== Work task ==
Would you please output all the records exactly as given? Pictures should not appear in the copy.

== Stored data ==
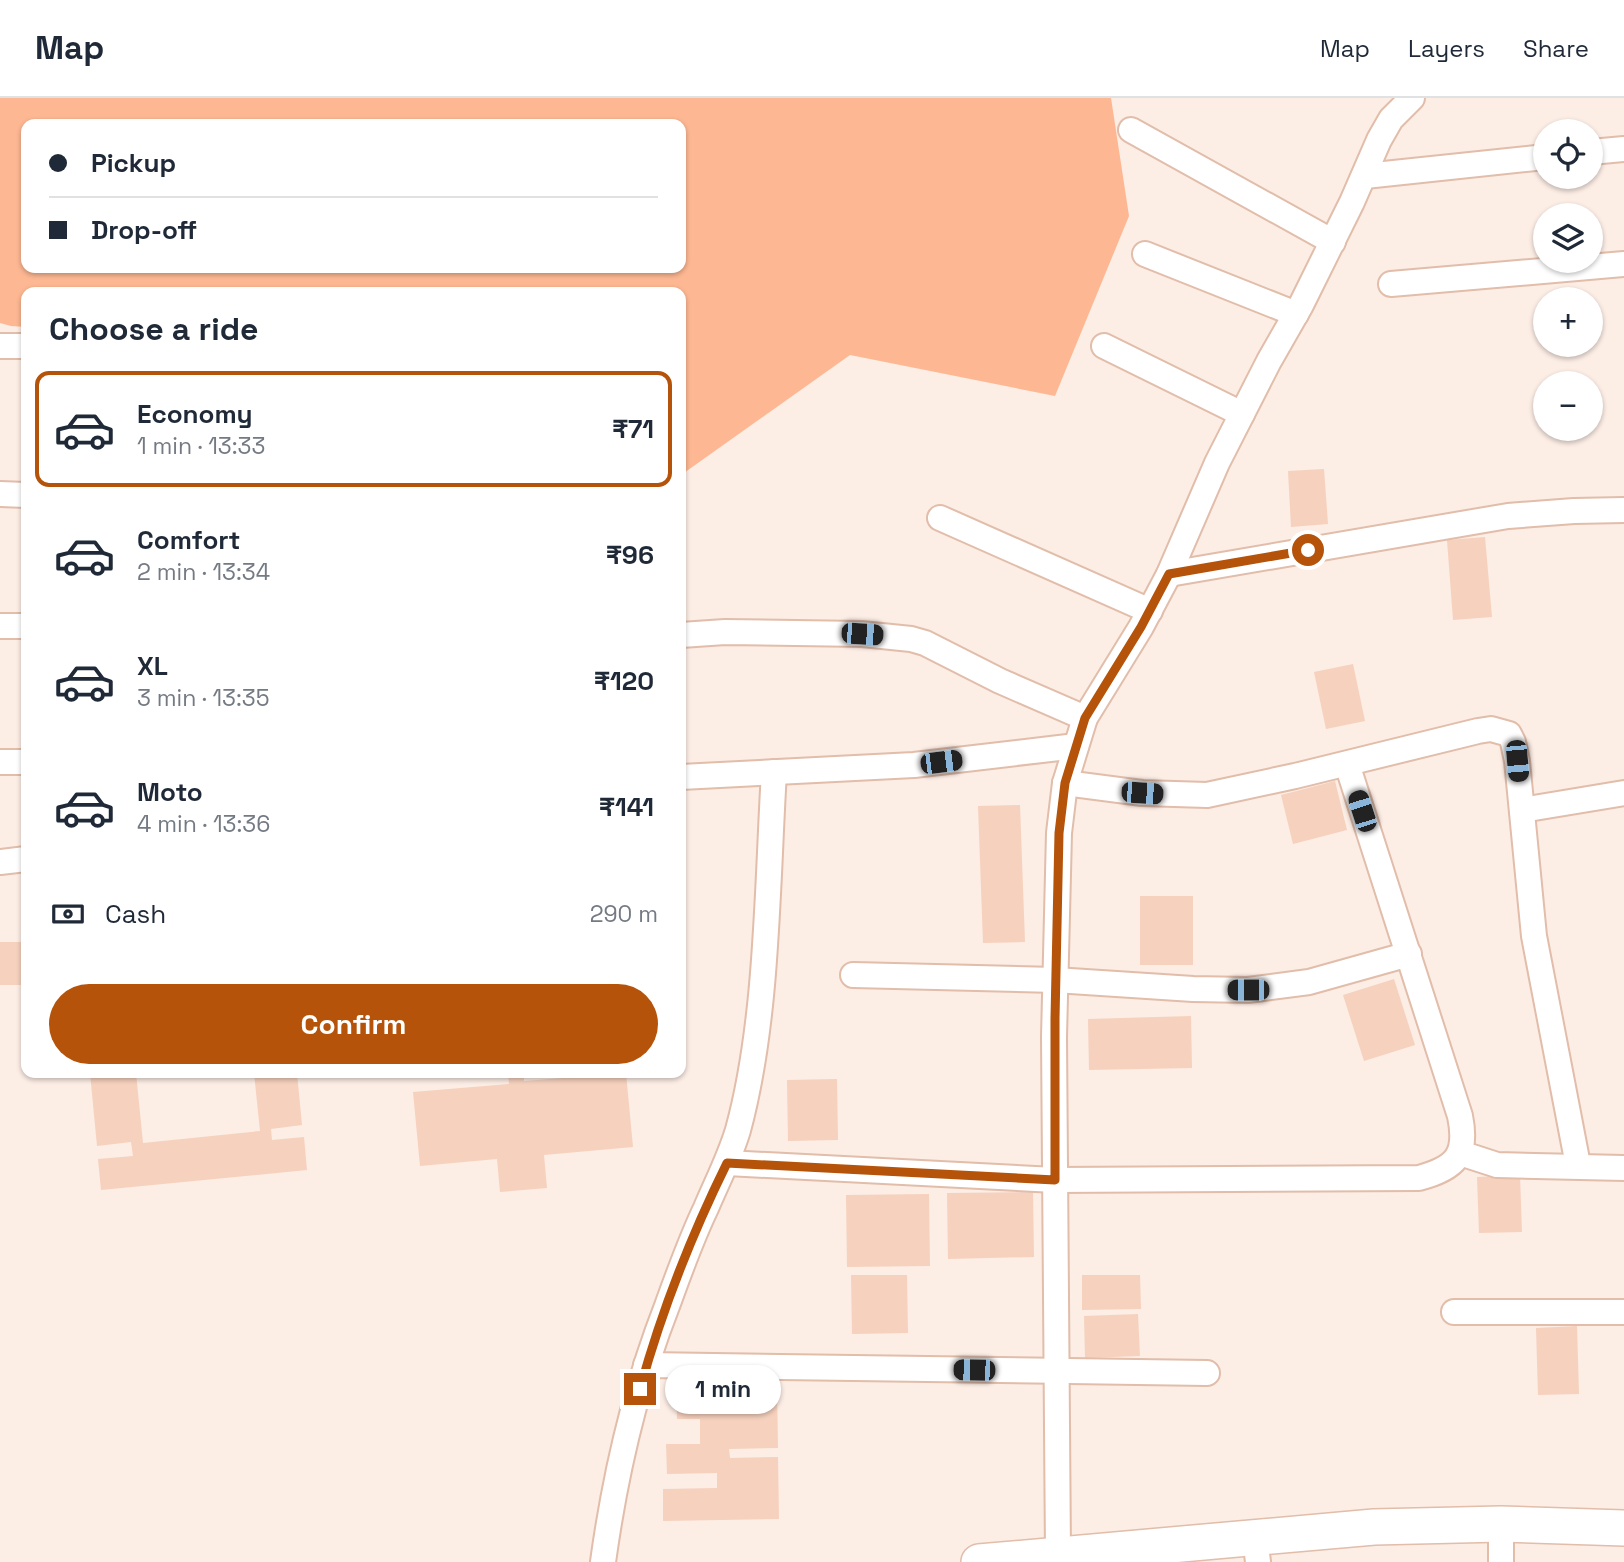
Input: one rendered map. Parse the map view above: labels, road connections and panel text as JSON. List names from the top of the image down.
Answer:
{
  "page": {
    "header": "Map",
    "nav": ["Map", "Layers", "Share"],
    "map_buttons": ["+", "−"],
    "banner": ["Pickup", "Drop-off"],
    "heading": "Choose a ride",
    "list": [
      {
        "name": "Economy",
        "note": "1 min · 13:33",
        "value": "₹71"
      },
      {
        "name": "Comfort",
        "note": "2 min · 13:34",
        "value": "₹96"
      },
      {
        "name": "XL",
        "note": "3 min · 13:35",
        "value": "₹120"
      },
      {
        "name": "Moto",
        "note": "4 min · 13:36",
        "value": "₹141"
      }
    ],
    "pay": ["Cash", "290 m"],
    "buttons": "Confirm",
    "bubble": "1 min"
  }
}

== Response to this exercise ==
Input: one rendered map. Parse the map view above: labels, road connections and panel text as JSON. List names from the top of the image down.
Answer:
{
  "page": {
    "header": "Map",
    "nav": ["Map", "Layers", "Share"],
    "map_buttons": ["+", "−"],
    "banner": ["Pickup", "Drop-off"],
    "heading": "Choose a ride",
    "list": [
      {
        "name": "Economy",
        "note": "1 min · 13:33",
        "value": "₹71"
      },
      {
        "name": "Comfort",
        "note": "2 min · 13:34",
        "value": "₹96"
      },
      {
        "name": "XL",
        "note": "3 min · 13:35",
        "value": "₹120"
      },
      {
        "name": "Moto",
        "note": "4 min · 13:36",
        "value": "₹141"
      }
    ],
    "pay": ["Cash", "290 m"],
    "buttons": "Confirm",
    "bubble": "1 min"
  }
}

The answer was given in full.